I was doing some work at the back of our house when I became aware that my son had quietly come to stand beside me. I looked up and my attention was caught by some black marks on his face.
Puzzled, I asked, “What are those black marks on your face, Peter?” He was silent.
But as I continued to wait, he shrugged his shoulders and tried to reply in a casual manner, “Oh, I had a fall and hurt myself!”
I looked at his face closely again, shook my head slowly and said, “No, these are not bruises from a fall. These look like marks from burns.”
He was taken aback, but regained his composure and said, “I was trying out some experiments and some acid splashed into my face.”
I gasped and warned, “Do be careful when you do these experiments! And Peter, don’t think you can ever tell a lie and get away with it. It’s so much better to have the courage to tell the truth and be willing to face the consequences.”
He walked away. I sighed. My mind could not settle down to my work any more.
Our son was thirteen years old then and showing signs of defiance and rebellion. I was also concerned at the way he was beginning to tell lies so easily. “Lord,” I prayed, “Give me the wisdom I need to understand him and lead him right.”
Peter was very keen on science and loved experimenting with chemicals. My husband, being a research scientist himself, encouraged him, and bought for him a number of chemicals. He was given a little room upstairs where he spent hours with experiments in his “lab.” A few days later, something happened which shocked me into seeing myself for the first time as my son was seeing me. And through that painful experience I learned the first important thing toward understanding my son.
My son’s perspective about his mother
Our son’s room is tucked away upstairs, so I check it occasionally to see what is really happening there. One day I made my way upstairs to his room and “lab.” As I reached the top step, I halted and looked with horror at his room. Peter was seated at his desk, but he stood up and looked nervously at my face. My gaze rested on a big black gaping hole in the tablecloth, and several more on the bed sheet. Anger began to well up in me at his carelessness, and the damage it had caused. I also found that his school uniform had been burned beyond repair. I only saw the things that were destroyed.

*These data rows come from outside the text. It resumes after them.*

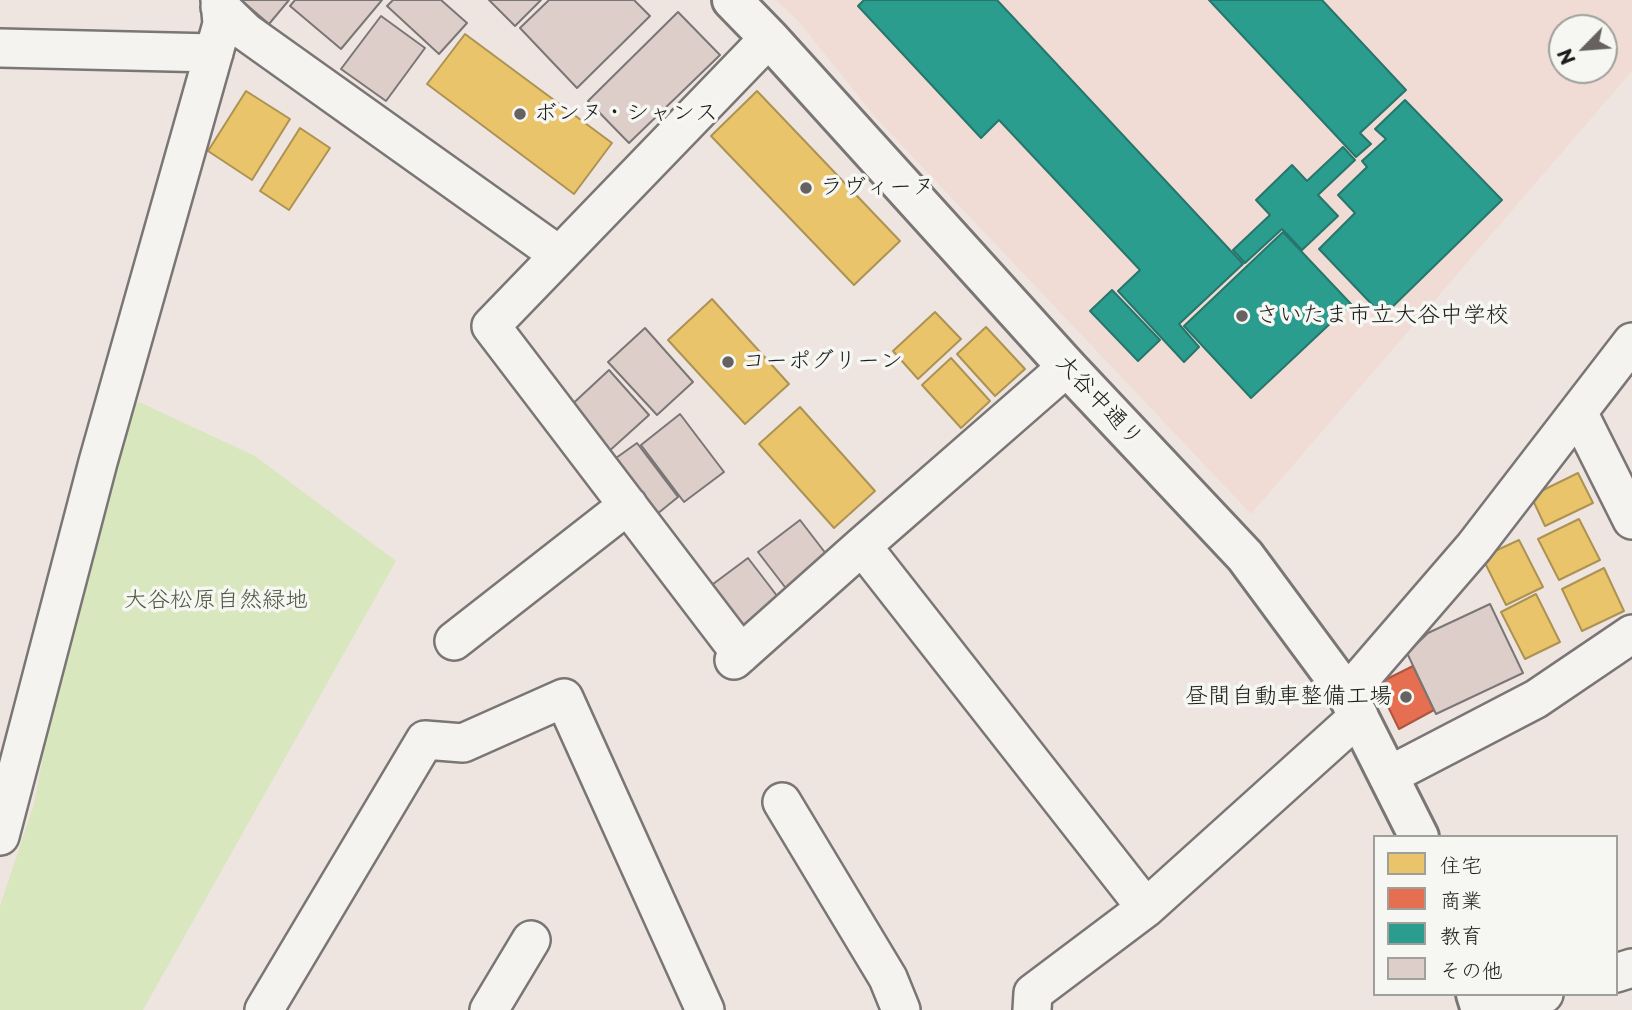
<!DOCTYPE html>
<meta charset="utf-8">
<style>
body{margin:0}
#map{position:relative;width:1632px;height:1010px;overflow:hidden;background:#eee5e1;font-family:"Playpen Sans","Klee One",sans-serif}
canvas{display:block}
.legend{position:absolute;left:1373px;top:835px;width:245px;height:161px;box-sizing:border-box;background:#f6f6f2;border:2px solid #9f9f9c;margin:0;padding:9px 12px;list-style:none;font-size:21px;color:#1c1c1c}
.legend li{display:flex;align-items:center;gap:14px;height:35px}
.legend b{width:35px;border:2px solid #9f9f9c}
.north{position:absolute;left:1548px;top:14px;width:70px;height:70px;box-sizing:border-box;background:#f6f6f2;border:2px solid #9f9f9c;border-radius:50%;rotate:245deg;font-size:19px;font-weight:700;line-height:28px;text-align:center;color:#1c1c1c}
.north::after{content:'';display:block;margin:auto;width:24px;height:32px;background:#666261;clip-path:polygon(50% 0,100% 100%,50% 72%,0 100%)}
</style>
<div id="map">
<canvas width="1632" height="1010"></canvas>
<ul class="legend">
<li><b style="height:19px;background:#e9c46a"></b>住宅</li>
<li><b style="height:19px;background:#e76f51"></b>商業</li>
<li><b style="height:19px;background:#2a9d8f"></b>教育</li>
<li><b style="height:19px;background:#ddceca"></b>その他</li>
</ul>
<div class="north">N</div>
</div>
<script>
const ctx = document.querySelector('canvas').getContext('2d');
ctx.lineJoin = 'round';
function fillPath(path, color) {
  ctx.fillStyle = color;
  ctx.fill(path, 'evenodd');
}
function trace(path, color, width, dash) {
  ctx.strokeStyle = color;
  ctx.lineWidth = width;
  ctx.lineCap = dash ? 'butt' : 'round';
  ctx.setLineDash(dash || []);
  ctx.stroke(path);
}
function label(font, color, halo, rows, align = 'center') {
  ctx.font = font + ' "Playpen Sans","Klee One",sans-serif';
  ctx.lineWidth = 7;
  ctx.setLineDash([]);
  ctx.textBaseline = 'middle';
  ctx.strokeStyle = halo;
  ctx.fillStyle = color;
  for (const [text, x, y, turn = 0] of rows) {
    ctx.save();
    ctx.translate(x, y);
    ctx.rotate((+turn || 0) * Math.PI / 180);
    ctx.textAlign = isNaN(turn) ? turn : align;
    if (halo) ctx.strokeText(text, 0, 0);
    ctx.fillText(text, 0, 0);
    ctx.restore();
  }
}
fillPath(new Path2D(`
 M776,0H1632V71L1251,514L876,118L799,22ZM1562,28H1604V70H1562Z`), '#f0dcd5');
fillPath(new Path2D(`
 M139,402L255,456L396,561L143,1010H0V906L34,804L69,616L121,412Z`), '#d8e7be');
const homes = new Path2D(`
 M465,34L612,143L574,194L427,84Z
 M246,91L290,119L252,180L208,151Z
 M757,91L900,241L854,285L711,136Z
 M300,128L330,148L289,210L260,191Z
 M712,299L789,384L745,424L668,340Z
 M935,312L961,339L918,379L893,351Z
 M986,327L1025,369L995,396L957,354Z
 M951,358L990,401L961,428L922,385Z
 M800,407L875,491L834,528L759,444Z
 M1578,473L1593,503L1545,526L1531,496Z
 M1579,519L1600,560L1559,580L1538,539Z
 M1519,540L1543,587L1506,605L1482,557Z
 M1604,568L1624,611L1582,631L1562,589Z
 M1536,594L1560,642L1525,659L1501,612Z`);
fillPath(homes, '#e9c46a');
trace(homes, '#ac9253', 2);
const shops = new Path2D(`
 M1413,666L1434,710L1399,729L1377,684Z`);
fillPath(shops, '#e76f51');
trace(shops, '#aa5641', 2);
const schools = new Path2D(`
 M864,0H997L1243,264L1179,324L1199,347L1184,362L1118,291L1140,270L999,120L981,138L858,6Z
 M1209,0H1322L1406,90L1360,133L1371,144L1356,157Z
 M1405,100L1502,200L1383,316L1319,249L1355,213L1338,195L1367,167L1362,161L1386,139L1375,129Z
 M1343,147L1355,160L1318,195L1338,216L1302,250L1282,229L1245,263L1233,250L1270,215L1256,200L1292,165L1307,181Z
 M1283,232L1351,304L1251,398L1184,326Z
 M1112,290L1160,340L1138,361L1090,311Z`);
fillPath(schools, '#2a9d8f');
trace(schools, '#26766c', 2);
const building = new Path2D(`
 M241,0H289L269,24Z
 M295,0H382L341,49L290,6Z
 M393,0H441L467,23L439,54L387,6Z
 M489,0H541L515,26Z
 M549,0H634L650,16L577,88L520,28Z
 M678,12L720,55L629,143L588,101Z
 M381,16L425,48L386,101L341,69Z
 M645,328L693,382L657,415L608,362Z
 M609,370L649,415L607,453L566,410Z
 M680,414L724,472L684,502L641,445Z
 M637,443L678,497L651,519L609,463Z
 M800,520L830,559L788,591L758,552Z
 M748,558L781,601L738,633L705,590Z
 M1490,604L1523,673L1436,714L1407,653L1428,633Z`);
fillPath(building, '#ddceca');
trace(building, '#7a7675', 2);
const minor = new Path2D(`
 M220,7L246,32L559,255
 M0,48L214,53
 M1578,412L1632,520
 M862,546L1146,908
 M454,641L628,505
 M741,654L491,326L769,38
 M734,660L862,546L1067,367
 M1347,694L1474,547L1632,342
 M1388,776L1536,699L1632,634
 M782,802L888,978L901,1010
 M0,836L98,462L222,24L220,0
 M1616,973L1632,968
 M264,1010L425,740L463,743L564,698L705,1010
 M489,1010L531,940
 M1032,1010L1033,993L1146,908L1359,716
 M1490,1010L1544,994`);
const tertiary = new Path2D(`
 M732,0L769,38L1067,367L1245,556L1347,694L1419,837
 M1476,994L1481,1010`);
trace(minor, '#7a7675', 42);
trace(tertiary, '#7a7675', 44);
trace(minor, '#f4f3f0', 37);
trace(tertiary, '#f4f3f0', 38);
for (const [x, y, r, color] of [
 [520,114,7,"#666261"],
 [806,188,7,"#666261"],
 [1242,316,7,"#666261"],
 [728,362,7,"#666261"],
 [1406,697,7,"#666261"]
]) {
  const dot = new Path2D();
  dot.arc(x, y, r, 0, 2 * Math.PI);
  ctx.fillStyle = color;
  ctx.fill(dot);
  trace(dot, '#f6f6f2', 2.5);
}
label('23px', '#1c1c1c', '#f6f6f2', [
 ["ボンヌ・シャンス",534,114],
 ["ラヴィーヌ",820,188],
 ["さいたま市立大谷中学校",1256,316],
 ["コーポグリーン",742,362],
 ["昼間自動車整備工場",1392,697,"right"]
], 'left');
label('23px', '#1c1c1c', '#f6f6f2', [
 ["大谷中通り",1099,401,47]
]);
label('23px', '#4f5a44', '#f6f6f2', [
 ["大谷松原自然緑地",216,601]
]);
</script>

I failed to see a little boy trying to find himself, a little boy needing comfort and assurance.
Without giving him a chance to explain or say anything, with angry exasperation, I lashed out, “You have been warned enough to be careful. Since you are so careless and destructive, I am taking this ‘lab’ away from you. By this evening, I want you to pack up all your chemicals and put them away into the garage.
No more experiments for you!” With that I walked out.
This was more than seventeen years ago, but I still squirm inside me as these pictures come vividly to my mind. But that was not all. To my utter shame, I must continue to write what happened next. It’s not easy for me at all to remember these things and write about them. But I know there are mothers and fathers who will benefit by understanding the importance of being able to listen to your children, from a very tender age.
That evening, still with self-righteous indignation simmering inside me, I made my way upstairs. My son met me at the top of the stairs and handed me a letter. Surprised, I said, “A letter? Why a letter? Why can’t you speak to me?”
With tears brimming in his eyes he choked. “Because you never listen to me, you never listen to what I have to say. You are always telling me what I should do and what I should not do!”
I thought he was unfair and didn’t understand. I smarted under the sting of these words. But I saw how upset he was. So I took the letter and came downstairs slowly. I went to my room and began to read what he had written.
The letter was ten pages of note paper in which he had poured out his heart. It was a desperate cry for understanding, for acceptance and for love. He wrote, “My uniform was getting tight anyway, the sheets can be darned, the floor can be cleaned… but do you realize what you are doing to me if you remove my room, my life-long companion? If I had not accepted Jesus in my heart I might have run away. I am telling you of my need for love.”
I saw myself as he saw me. I wept bitterly. After spending some time in prayer to sort myself out before the Lord, I went to my son, held him close to me and asked his forgiveness. And perhaps, in many a home where the parent\teenager relationship is on the brink of disaster, this may be a good place to begin.
I have kept his letter these ten years to remind me how easy it is for me to be a failure as a mother. I may provide the best I can for my children in terms of food, education, clothes, I may even wear myself out doing things for what I think is their welfare and happiness. But what I learned that day was that things do not matter as much as people really do! We show our love not only by giving our children things like money, education, clothes, food, but more, by giving them ourselves, our time, and our attention. We need to take, or make time, to listen to their experiences, their struggles, their dreams.
And it’s equally important for the father to spend time with his children as it is for the mother. Fathers and mothers can get so busy and pre-occupied with their work and activities that they don’t think it is important to listen to and spend time with their children when they are small. It is no wonder when they enter the turbulent teens that parents sit up startled, even take leave from work and go crazy trying to bring the wayward child back. But often it is too late!
At the close of a Conference a young mother came up to me and asked: “ How soon should I start training a child? Five years?”
I replied:”It is already late. We need to start training fron when he is just a baby! For a survey has revealed that the major character of the child is already formed in its potential, in his very early years, before he’s five!”
“Train up a child in the way he should go;
And when he is old, he will not depart from it!”